On April 13, Brun, Jr. filed suit in tribal court seeking sole custody of the child, claiming the mother had abandoned Meghan to her paternal grandparents, whom Hough had allegedly failed to contact. Brun claimed that Hough was aware of the tribal court hearing but wished to relinquish Meghan's custody to him. The Red Lake court on May 22 awarded legal custody to Brun, with physical custody to remain in the hands of Brun's parents.

The only alleged notice of the original state court hearing presented at a July 31, 2001 review of the June 19, 2000 comity order was a letter faxed the day of the hearing to two legal aid organization which were not currently representing Hough, who quite reasonably suggests that she would have obtained a lawyer had she known of the need to do so.

Yet Holter identified no due process violation in a same-day notice to the incorrect location of a person without legal representation.

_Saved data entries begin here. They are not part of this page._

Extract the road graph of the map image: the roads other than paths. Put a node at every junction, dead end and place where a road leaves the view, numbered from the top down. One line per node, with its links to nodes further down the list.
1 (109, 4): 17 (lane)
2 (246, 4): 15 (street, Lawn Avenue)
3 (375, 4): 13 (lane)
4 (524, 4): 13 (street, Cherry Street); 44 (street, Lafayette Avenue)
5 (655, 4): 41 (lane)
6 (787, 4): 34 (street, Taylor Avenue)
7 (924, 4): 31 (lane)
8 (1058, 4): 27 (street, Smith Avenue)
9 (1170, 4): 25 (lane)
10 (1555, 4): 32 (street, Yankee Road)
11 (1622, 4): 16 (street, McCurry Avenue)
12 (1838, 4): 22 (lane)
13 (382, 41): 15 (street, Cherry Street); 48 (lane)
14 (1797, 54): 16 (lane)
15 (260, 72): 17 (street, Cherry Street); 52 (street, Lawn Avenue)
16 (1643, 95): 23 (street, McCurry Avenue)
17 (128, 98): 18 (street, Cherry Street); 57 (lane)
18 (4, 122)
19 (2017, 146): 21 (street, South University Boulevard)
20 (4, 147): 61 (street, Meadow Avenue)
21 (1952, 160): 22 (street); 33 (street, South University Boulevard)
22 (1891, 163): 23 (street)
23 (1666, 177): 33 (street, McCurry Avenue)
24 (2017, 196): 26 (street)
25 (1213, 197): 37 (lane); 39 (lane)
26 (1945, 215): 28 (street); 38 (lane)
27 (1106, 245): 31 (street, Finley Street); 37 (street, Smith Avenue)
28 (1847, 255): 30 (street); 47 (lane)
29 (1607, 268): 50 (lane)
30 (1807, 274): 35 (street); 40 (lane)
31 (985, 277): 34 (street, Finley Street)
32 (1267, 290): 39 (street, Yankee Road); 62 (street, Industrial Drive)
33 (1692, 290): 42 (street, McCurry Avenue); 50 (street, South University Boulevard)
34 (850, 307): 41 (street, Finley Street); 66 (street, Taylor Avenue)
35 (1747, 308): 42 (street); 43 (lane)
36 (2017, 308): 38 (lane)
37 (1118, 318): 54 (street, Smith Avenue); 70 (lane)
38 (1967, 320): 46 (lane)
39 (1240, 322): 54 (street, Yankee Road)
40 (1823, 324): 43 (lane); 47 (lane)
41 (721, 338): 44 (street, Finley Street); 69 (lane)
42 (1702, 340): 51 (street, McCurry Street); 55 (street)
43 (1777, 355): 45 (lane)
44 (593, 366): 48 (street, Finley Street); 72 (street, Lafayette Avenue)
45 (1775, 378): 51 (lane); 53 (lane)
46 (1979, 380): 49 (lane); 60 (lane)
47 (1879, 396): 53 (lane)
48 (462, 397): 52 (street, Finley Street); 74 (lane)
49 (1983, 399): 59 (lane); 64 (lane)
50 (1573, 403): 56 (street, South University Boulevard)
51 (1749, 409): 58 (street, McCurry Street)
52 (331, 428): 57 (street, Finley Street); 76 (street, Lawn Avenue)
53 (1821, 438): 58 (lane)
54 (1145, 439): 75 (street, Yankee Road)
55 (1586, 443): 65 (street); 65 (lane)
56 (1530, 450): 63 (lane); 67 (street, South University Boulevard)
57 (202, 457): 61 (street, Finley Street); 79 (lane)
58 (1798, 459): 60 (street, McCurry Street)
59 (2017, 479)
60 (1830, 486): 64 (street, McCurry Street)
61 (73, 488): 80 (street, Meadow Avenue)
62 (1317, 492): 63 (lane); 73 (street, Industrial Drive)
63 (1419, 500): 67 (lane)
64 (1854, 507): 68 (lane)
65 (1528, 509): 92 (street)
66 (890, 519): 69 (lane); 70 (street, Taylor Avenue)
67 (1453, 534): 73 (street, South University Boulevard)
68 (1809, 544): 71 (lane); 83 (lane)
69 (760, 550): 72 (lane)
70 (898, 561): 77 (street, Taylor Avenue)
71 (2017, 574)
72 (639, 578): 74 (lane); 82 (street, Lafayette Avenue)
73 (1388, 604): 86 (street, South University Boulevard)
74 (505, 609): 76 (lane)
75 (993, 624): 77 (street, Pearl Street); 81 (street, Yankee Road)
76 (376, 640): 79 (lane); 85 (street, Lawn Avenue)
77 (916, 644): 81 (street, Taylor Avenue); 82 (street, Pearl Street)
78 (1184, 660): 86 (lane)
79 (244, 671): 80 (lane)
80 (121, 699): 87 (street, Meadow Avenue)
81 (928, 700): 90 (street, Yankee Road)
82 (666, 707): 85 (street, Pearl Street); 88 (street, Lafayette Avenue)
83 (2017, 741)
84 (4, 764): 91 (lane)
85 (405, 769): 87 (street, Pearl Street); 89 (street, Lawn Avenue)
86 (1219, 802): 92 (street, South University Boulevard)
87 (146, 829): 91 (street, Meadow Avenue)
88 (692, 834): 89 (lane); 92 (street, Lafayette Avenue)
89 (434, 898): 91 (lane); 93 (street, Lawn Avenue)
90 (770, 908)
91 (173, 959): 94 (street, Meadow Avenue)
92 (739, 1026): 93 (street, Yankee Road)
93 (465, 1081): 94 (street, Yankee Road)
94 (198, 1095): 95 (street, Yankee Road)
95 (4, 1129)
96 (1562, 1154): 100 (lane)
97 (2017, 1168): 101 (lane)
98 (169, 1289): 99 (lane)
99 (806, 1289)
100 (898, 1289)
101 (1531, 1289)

"Of all the reasons offered by the Petitioner, the only one having any credibility concerns insufficiency of notice," the district judge wrote. "On the evidence before it, the Court has no basis to conclude that the Petitioner did not have notice of the pendency of either the Red Lake custody Motion or the later Motion before this court to have the Red Lake custody Order recognized."

In his most recent affidavit to the court, Brun claims, "I did not hear from [Hough] until after the commencement the [sic] Red Lake Tribal Court proceedings," but goes on to state that Hough called him collect prior to the May 9, 2000 court date, at which time "I told her about the ... proceeding."

Remarkably, Holter suggests that justice cannot wait for notice to both parties of a civil dispute.

"Decisions by this court are not held in abeyance simply by virtue of the fact that a party cannot be found," wrote Holter. In fact, the judge says his ruling is "predicated on the facts surrounding Petitioner's non-inquiry concerning potential court action affecting her."

In other words, Bibeau says, Hough was responsible for regularly contacting state and tribal courts to ascertain if anyone had filed suit against her. The Anishinaabe attorney said there was no evidence to support Holter's opinion that Hough merely "disliked the tribal court and refused to present her side of the story."

"I don't know how you can disregard or dislike something if you haven't seen it," said Bibeau.

Hough contends that the Bruns essentially abducted the child and fraudulently used state and tribal legal process to deprive her of her inherent rights as a mother without her knowledge. Hough maintains that she was unaware of any court orders she may have violated until she was herself charged with kidnapping.

"They're the ones that took her away from me," said Hough. "I didn't even get to testify in court."

The 25-year-old Anishinaabe woman said she took offense at Holter's statement that both parties "have and/or have had serious problems with alcohol and anger."

"I've got nothing on my record except a speeding ticket," retorted Hough. "I don't know how they can give someone who's got a track record like him a child."

Brun petitioned Red Lake for a protection order against Hough barely one month after pleading guilty to fifth-degree assault against the Anishinaabe woman in 1999.